The idea for the Radical Housing Journal emerged in 2016 from few but passionate conversations in activist and scholarly spaces. From this, the idea developed at a dizzying speed, and the collective grew from two to five to 13 committed scholar-activists spread across the globe. Most of us did not know each other before joining the journal and many of us have never physically met. In under three years, we have set up an editorial collective, managed a complex web of tasks and projects (related to financing, web-site, and much more), received an overwhelming number of submissions, and are now proud to present our first issue.

The urgency of the project is obviously also a product and response to the level of mobilization around the fight for the right to housing and the city that has been taking place in recent years worldwide. Perhaps, the RHJ was, in a sense, bound to happen. This said, many of us have been involved in radical housing politics and politically engaged research before concepts such as gentrification became such hot topics. For a very long time we have lacked a genuinely open place to discuss housing as a practice in the making, as a space of contestation, and as a politics in its own regard, beyond the calculus of academic citations and the confinements of normative urban studies and housing theory. Crucially, we have lacked a space that scholars, scholar-activists, activists, artists and many more could use to debate ideas, advance knowledge, theory and practices around a radical approach to housing.

For us, that ‘radicality’ lies in how we approach housing as a fundamentally political question, inseparable from implicated, everyday practices of inhabiting space and challenging the forces that make the world unhomely and uninhabitable. It also lies in the journal’s capacity to be put to use by its makers and readers. It is a radicality that has its own political orientation – as clearly expressed in our Manifesto – which pivots around the following points.

First, for us, housing and home are unalienable under any circumstance. There is not much to add to this point; we believe that any form of forced eviction is wrong, and that any form of housing insecurity (as defined by the ones experiencing it) should be contested.

Second, we believe that given the complexity and the potentiality of housing to be absorbed into racial capitalism, thereby catalyzing many forms of exploitation, accumulation, imperialism, raciality, and annihilation – that we need to go beyond the analysis of what problems already exist. Rather, we underline the urgency in contributing to knowledge-sharing for transformation and housing justice. The RHJ wants to create a space that challenges the study of conditions and processes that render housing alienable, combining heterogeneous theoretical standpoints. We therefore welcome transdisciplinarity and transnational approaches to conceptualizing the structural aspects and everyday elements of housing, housing justice, and resistance. We also encourage different methodological approaches, and provide tools for radical epistemology that make use of these methods.

Third, the RHJ promotes a non-exploitative, anti-capitalist, ecologically oriented, antiracist, feminist, decolonial, and horizontal politics in its own structure and functioning.

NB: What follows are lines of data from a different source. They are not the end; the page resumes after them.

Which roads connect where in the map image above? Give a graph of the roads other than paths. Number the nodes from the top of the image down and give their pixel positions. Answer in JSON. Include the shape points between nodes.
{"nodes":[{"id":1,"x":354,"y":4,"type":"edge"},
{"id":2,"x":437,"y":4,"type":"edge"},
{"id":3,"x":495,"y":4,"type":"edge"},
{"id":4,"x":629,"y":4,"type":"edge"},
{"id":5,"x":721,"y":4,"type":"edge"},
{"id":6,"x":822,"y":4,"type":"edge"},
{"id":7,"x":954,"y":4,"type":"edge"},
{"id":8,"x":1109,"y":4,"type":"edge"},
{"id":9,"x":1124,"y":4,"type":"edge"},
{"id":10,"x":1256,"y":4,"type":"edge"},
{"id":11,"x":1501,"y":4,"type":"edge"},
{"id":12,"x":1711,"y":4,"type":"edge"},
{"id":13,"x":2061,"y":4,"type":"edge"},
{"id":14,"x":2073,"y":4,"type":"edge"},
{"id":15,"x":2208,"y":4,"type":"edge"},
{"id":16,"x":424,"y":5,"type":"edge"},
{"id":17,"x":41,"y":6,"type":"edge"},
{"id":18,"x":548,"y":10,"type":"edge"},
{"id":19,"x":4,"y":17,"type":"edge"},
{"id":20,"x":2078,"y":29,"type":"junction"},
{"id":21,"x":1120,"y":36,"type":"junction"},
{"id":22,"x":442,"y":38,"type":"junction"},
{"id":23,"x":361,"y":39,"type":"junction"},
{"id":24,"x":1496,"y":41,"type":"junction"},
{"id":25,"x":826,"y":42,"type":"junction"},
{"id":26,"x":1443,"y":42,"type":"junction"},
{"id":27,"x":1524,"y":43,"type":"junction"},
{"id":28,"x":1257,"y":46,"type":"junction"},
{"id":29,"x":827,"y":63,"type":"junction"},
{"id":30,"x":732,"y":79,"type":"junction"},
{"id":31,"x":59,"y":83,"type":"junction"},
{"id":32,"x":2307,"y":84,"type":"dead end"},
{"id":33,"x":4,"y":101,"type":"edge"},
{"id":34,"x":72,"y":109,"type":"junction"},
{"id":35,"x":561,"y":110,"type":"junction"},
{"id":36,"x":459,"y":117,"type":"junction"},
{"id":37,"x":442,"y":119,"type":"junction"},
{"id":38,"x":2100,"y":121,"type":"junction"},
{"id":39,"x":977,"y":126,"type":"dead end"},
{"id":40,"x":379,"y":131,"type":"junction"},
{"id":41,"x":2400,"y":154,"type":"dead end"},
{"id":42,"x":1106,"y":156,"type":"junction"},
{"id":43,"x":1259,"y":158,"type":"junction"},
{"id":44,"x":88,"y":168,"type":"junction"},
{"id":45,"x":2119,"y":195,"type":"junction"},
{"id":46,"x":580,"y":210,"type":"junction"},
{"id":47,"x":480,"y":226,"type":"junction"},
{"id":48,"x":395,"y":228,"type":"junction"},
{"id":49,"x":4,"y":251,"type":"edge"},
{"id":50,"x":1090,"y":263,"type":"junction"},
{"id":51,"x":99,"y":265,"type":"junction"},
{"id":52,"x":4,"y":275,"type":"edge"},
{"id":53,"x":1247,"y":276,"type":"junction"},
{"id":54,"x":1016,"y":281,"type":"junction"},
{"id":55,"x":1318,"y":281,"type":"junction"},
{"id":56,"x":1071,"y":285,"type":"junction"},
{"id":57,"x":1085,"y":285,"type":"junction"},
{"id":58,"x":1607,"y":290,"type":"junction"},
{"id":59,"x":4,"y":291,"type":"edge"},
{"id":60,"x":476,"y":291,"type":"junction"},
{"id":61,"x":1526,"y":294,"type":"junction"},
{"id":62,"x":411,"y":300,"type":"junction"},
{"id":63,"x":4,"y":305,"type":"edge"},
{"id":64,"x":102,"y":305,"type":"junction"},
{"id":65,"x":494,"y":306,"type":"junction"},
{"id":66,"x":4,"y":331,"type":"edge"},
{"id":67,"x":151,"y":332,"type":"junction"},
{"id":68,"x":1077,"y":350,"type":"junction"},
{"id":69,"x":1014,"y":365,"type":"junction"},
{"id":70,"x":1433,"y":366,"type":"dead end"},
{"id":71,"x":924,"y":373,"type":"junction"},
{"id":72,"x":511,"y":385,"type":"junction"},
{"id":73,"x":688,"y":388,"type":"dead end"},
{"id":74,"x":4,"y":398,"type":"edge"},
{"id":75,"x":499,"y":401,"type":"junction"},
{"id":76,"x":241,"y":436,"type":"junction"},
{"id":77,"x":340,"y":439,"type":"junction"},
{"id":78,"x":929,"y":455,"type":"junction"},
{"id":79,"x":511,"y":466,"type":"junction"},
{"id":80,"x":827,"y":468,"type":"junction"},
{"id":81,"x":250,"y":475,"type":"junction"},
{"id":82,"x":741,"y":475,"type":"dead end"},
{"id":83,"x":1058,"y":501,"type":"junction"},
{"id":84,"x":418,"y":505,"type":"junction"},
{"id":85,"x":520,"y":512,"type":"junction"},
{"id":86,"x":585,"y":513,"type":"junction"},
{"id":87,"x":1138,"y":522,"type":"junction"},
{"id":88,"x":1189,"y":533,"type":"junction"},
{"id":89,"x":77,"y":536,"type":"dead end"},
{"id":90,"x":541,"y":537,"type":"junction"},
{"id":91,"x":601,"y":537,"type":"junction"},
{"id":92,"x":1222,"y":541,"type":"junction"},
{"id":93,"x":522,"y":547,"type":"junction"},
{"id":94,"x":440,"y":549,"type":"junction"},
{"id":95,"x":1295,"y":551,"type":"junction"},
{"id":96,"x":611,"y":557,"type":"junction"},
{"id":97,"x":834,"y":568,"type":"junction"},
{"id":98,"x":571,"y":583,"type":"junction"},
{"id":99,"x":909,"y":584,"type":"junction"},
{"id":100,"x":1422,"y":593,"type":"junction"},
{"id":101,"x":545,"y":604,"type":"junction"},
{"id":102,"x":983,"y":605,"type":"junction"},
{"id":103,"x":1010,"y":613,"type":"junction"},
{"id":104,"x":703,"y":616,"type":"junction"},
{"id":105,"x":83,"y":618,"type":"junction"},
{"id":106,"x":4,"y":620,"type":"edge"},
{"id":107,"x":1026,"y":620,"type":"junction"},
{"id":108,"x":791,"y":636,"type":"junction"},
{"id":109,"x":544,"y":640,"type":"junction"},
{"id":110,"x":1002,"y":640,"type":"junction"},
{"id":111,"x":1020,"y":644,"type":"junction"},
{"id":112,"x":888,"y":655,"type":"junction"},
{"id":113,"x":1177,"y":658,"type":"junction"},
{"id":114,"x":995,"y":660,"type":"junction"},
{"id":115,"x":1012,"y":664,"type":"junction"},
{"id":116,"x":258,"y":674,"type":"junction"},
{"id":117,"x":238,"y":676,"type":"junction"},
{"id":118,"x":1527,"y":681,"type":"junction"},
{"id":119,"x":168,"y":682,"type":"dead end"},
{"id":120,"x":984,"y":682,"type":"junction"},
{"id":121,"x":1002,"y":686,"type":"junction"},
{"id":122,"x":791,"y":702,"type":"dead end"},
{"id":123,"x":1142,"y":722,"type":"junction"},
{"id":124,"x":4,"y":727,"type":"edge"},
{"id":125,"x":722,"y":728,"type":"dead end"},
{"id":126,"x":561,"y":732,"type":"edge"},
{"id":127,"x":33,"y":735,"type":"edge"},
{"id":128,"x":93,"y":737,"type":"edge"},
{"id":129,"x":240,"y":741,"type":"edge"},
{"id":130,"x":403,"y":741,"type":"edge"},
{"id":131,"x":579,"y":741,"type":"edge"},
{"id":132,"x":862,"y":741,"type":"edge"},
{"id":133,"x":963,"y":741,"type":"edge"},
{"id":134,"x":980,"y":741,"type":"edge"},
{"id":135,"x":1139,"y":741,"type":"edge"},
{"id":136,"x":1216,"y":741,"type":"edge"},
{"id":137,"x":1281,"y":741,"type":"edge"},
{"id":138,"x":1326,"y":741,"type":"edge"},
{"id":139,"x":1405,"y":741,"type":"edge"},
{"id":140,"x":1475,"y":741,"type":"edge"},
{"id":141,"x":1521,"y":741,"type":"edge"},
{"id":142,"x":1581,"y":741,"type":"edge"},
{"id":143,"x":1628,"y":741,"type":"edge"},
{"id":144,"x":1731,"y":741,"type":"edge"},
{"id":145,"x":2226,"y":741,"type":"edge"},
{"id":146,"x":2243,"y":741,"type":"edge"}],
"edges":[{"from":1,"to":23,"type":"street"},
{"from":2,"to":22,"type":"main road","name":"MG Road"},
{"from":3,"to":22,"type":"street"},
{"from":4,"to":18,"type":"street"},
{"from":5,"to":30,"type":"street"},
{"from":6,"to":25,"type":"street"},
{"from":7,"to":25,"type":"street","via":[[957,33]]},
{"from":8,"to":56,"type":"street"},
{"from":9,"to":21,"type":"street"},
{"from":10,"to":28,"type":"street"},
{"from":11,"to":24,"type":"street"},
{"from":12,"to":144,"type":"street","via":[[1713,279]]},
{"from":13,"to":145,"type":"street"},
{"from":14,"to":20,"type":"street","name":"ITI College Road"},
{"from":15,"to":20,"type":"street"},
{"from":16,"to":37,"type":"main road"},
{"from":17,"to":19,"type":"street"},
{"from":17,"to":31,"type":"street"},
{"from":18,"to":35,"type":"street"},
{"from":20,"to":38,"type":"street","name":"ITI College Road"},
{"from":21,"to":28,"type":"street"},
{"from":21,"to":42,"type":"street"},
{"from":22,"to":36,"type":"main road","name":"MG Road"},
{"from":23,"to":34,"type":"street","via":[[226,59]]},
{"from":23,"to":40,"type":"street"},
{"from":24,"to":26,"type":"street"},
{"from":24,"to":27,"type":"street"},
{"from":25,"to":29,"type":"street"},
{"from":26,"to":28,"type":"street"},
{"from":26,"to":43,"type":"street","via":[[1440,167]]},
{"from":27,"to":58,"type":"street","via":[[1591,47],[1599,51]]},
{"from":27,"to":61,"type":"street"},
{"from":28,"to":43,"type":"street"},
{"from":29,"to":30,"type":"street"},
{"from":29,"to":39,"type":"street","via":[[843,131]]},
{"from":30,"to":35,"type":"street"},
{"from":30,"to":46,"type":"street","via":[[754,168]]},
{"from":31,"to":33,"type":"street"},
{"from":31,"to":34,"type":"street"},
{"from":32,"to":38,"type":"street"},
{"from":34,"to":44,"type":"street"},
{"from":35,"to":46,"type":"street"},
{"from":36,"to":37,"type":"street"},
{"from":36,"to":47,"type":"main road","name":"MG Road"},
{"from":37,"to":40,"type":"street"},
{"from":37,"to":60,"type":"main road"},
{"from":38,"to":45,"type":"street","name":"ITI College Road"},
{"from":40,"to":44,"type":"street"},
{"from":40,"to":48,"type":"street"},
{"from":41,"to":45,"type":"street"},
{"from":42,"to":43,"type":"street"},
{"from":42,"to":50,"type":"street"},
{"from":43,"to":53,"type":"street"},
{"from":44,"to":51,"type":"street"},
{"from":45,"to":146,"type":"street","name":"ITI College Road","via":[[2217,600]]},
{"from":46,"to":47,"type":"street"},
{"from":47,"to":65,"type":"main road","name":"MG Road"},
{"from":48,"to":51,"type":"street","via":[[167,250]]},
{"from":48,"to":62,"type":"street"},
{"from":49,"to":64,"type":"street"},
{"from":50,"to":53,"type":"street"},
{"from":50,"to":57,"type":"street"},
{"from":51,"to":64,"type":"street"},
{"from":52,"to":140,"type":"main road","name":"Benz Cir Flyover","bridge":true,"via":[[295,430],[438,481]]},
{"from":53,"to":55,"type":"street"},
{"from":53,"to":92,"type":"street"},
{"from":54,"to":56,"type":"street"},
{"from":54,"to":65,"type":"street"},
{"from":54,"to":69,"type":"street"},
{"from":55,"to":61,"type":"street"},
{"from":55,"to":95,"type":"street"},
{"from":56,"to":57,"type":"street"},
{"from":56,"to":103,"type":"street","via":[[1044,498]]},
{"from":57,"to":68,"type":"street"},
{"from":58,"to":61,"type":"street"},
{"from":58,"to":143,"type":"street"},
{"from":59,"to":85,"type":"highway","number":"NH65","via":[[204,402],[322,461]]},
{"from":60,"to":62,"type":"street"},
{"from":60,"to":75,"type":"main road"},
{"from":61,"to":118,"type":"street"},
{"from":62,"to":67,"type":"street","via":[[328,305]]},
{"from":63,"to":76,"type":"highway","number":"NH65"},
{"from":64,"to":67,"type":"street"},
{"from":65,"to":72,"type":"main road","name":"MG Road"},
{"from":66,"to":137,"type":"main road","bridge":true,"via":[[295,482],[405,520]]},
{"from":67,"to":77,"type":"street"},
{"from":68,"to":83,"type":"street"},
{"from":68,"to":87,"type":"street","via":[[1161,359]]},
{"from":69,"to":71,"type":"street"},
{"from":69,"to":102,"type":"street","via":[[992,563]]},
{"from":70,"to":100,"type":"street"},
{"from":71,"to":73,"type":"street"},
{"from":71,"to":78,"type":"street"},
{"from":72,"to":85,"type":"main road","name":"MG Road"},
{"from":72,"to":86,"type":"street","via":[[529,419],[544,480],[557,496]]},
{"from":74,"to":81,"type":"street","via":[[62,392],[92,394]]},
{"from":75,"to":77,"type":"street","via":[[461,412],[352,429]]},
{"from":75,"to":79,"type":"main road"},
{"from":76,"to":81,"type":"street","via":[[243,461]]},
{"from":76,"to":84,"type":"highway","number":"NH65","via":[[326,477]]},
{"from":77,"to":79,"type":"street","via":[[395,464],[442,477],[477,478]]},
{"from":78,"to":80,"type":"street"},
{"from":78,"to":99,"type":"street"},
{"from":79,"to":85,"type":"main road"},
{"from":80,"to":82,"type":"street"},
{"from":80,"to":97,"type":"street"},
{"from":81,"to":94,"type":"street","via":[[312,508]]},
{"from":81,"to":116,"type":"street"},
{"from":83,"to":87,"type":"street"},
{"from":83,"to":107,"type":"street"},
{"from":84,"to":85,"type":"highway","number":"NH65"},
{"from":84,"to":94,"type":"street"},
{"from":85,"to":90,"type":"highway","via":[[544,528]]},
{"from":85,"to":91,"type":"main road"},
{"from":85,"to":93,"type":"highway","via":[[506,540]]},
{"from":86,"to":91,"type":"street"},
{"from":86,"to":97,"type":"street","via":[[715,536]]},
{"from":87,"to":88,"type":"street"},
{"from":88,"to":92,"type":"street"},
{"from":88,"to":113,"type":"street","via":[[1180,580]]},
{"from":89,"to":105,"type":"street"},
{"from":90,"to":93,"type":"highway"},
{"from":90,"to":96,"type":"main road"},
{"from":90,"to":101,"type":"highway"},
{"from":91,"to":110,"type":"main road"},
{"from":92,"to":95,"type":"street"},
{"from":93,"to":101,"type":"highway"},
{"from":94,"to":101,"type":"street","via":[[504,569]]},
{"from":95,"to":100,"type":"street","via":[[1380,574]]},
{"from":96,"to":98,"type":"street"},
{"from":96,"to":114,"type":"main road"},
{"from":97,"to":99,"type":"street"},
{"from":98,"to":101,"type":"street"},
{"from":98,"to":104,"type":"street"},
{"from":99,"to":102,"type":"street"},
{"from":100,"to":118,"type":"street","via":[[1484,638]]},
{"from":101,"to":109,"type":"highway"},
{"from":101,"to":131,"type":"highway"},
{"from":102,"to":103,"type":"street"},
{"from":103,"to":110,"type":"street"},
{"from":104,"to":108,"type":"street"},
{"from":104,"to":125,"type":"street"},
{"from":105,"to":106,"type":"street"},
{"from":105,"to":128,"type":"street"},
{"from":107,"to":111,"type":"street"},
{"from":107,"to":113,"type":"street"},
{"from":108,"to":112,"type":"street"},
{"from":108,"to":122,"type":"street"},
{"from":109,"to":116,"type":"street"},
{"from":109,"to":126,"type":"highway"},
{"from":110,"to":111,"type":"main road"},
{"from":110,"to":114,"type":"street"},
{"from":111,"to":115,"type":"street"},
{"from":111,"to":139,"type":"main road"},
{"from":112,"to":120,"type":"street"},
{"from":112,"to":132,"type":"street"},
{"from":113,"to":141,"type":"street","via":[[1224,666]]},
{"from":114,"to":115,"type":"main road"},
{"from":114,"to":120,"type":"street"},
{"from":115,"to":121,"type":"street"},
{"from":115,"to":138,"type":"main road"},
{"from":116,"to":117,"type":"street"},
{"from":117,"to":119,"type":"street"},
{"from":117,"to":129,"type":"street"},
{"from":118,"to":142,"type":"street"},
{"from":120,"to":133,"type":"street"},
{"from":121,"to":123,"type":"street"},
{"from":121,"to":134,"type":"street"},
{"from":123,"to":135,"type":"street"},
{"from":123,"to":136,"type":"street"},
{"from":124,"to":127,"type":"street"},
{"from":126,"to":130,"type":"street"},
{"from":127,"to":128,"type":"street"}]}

We are autonomous in our making, politics, and financing. Our two Collectives (Editorial and Extended) are horizontally structured and open for new members to join. Internally, these organizational orientations are not always straightforward, and create productive, ethical, and practical tensions that, we hope, result in a more inclusive publication.

The Journal was designed to welcome different kinds of content and elicit conversations across different domains of inquiry and action. The first two sections host substantive original works and are blind peer reviewed (by one academic oriented and one activist-based), while the latter two sections offer for a more “immediate” style (which is reviewed internally by the issues’ Editors). These are:

The long read / Focus on critical analysis and theory-making
For papers focused on theorizing housing resistance and activism worldwide. Papers aim for theoretical innovation and conceptual finesse driven by speculative, case-specific or comparative arguments.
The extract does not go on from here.